Go through each line of the entries below and tally those containing the string "controls"; give only the total.

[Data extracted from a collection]
-- -- --

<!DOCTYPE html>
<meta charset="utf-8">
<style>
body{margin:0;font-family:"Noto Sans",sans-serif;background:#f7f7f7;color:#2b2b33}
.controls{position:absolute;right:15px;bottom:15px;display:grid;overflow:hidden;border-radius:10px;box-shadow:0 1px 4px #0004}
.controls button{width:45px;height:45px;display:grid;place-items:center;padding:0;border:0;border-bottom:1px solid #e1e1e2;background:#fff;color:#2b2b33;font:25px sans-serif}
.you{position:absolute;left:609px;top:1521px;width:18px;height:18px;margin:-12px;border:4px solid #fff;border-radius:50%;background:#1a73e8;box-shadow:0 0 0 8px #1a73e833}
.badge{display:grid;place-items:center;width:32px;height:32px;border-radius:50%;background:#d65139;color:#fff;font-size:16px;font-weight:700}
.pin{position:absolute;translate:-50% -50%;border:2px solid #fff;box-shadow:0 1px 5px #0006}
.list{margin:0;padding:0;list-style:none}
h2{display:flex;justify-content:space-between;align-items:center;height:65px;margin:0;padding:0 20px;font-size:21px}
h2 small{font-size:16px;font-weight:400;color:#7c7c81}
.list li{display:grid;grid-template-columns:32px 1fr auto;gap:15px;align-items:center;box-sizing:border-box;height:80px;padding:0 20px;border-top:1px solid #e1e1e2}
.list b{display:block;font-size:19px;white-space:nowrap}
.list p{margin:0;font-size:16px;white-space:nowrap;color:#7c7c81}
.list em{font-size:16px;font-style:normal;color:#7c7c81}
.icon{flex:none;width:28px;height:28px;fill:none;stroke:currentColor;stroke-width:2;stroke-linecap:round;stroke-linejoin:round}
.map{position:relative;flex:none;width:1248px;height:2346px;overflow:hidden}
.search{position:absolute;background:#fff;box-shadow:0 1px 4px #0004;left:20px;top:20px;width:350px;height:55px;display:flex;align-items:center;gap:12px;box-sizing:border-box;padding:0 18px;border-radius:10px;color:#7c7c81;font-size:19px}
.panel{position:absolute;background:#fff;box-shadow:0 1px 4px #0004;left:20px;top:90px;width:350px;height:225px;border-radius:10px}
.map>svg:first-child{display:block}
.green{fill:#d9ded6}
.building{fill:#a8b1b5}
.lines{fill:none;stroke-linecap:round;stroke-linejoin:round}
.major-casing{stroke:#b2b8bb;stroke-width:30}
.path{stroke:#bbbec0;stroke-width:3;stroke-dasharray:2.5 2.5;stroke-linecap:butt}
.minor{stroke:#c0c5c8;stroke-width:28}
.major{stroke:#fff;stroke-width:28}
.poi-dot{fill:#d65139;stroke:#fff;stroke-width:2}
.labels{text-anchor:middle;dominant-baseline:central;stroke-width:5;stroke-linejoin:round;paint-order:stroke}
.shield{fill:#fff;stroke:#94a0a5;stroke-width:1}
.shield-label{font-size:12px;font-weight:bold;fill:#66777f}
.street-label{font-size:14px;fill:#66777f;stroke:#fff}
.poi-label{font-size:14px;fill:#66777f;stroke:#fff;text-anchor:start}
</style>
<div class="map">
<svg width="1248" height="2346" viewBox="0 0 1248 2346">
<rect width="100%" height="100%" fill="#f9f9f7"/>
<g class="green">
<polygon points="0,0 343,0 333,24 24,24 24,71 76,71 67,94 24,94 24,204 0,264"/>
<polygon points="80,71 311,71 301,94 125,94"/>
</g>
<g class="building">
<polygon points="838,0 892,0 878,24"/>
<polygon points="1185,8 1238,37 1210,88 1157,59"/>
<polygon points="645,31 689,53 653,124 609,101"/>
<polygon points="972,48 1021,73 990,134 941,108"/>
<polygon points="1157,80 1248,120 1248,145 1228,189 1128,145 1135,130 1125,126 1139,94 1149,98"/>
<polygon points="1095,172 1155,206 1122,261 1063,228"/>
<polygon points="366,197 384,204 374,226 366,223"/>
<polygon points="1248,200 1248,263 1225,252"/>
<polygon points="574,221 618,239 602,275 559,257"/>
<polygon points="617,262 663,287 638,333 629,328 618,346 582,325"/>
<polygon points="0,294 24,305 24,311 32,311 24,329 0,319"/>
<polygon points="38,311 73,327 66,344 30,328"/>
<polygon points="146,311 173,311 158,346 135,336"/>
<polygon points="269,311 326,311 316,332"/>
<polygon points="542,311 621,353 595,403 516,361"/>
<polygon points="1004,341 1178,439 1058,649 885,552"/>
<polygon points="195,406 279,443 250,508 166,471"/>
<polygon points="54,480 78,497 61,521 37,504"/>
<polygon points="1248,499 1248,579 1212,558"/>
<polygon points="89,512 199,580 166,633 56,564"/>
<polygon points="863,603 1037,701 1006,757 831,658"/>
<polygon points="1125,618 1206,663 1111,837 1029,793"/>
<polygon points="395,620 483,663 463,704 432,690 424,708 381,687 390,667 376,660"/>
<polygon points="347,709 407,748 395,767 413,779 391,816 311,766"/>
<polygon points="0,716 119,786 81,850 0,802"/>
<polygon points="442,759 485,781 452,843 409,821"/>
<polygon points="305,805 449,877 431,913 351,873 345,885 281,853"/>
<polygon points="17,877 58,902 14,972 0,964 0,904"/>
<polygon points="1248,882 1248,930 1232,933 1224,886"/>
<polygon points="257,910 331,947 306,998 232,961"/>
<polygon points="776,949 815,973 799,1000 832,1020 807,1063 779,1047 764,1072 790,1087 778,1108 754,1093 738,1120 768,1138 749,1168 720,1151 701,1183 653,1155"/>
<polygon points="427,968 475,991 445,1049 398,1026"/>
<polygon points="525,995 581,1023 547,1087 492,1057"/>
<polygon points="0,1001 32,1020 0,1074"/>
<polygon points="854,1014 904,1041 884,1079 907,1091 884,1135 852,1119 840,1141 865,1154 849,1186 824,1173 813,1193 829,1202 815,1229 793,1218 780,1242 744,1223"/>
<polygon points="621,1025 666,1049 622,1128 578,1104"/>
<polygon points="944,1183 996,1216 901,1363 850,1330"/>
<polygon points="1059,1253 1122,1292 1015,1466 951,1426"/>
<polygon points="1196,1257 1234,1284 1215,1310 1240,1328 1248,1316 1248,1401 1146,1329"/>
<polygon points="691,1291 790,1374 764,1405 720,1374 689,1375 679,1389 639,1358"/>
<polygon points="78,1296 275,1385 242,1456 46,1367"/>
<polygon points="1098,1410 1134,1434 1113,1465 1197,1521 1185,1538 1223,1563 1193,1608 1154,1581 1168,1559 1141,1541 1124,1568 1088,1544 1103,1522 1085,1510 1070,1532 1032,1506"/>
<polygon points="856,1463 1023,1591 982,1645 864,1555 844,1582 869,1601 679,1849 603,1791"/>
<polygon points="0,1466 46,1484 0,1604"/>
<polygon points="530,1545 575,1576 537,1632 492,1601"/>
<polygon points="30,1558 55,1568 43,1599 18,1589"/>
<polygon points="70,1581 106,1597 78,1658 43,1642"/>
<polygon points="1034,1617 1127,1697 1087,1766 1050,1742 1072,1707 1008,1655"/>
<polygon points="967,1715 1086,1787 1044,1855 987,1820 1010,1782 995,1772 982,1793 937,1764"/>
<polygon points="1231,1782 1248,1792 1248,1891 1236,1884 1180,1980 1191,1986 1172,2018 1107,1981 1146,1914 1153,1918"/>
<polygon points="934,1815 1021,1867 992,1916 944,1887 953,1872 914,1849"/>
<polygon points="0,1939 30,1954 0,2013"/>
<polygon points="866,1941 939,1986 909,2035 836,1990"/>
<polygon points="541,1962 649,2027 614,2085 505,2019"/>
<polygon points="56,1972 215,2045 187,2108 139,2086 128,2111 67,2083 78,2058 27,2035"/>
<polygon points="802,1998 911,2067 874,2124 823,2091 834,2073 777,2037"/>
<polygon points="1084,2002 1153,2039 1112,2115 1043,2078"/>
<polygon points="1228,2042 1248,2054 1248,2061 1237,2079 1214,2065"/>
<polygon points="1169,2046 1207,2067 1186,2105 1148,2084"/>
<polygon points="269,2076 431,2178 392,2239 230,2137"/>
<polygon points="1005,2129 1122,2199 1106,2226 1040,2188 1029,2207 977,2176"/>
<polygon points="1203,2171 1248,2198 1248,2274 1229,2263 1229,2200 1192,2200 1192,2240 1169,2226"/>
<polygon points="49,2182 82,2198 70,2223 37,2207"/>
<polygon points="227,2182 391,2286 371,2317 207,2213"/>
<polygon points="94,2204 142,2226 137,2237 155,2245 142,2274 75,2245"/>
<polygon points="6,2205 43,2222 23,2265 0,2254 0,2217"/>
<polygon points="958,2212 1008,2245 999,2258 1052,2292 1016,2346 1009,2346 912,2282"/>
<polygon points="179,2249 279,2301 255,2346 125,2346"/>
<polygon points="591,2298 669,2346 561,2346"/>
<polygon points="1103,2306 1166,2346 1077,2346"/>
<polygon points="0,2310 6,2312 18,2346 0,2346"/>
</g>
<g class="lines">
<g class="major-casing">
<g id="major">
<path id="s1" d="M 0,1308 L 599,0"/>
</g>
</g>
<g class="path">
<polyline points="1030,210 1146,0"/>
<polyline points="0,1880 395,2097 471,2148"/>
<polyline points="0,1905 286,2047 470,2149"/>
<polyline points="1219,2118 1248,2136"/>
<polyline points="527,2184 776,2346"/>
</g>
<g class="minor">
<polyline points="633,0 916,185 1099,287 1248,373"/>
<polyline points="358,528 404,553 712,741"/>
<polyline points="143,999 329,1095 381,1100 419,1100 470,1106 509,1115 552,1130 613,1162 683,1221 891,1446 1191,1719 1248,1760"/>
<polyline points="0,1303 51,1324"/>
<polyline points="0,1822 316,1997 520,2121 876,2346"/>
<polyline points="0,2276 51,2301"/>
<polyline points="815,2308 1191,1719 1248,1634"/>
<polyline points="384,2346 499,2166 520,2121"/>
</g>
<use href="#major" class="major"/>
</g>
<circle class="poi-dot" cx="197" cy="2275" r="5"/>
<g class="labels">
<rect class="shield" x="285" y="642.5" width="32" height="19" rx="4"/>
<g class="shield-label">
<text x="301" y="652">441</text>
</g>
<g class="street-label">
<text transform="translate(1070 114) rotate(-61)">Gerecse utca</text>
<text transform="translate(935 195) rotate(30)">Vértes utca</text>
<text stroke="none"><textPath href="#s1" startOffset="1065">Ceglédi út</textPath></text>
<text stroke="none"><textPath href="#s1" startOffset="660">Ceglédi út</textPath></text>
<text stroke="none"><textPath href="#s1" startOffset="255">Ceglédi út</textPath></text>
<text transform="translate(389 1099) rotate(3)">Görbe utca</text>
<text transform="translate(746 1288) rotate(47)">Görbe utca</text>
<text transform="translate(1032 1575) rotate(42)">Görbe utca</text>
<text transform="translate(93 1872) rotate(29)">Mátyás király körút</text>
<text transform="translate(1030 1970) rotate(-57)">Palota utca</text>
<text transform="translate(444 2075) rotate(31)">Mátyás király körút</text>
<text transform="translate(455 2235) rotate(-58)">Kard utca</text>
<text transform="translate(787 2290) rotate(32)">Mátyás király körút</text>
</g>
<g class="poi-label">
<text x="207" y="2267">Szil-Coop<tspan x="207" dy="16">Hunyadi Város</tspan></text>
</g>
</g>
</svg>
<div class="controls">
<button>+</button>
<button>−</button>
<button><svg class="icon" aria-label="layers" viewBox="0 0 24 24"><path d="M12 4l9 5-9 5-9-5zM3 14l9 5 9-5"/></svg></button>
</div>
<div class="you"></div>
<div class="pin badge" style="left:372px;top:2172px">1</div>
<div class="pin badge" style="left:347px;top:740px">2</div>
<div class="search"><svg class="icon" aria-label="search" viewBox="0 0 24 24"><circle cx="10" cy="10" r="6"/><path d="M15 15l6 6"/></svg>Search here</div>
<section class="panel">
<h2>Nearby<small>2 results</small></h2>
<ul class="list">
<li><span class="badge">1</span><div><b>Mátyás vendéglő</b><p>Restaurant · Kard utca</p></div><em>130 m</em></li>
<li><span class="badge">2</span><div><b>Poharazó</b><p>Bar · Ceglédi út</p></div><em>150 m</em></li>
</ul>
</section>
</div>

-- -- --

**Answer to this exercise**
3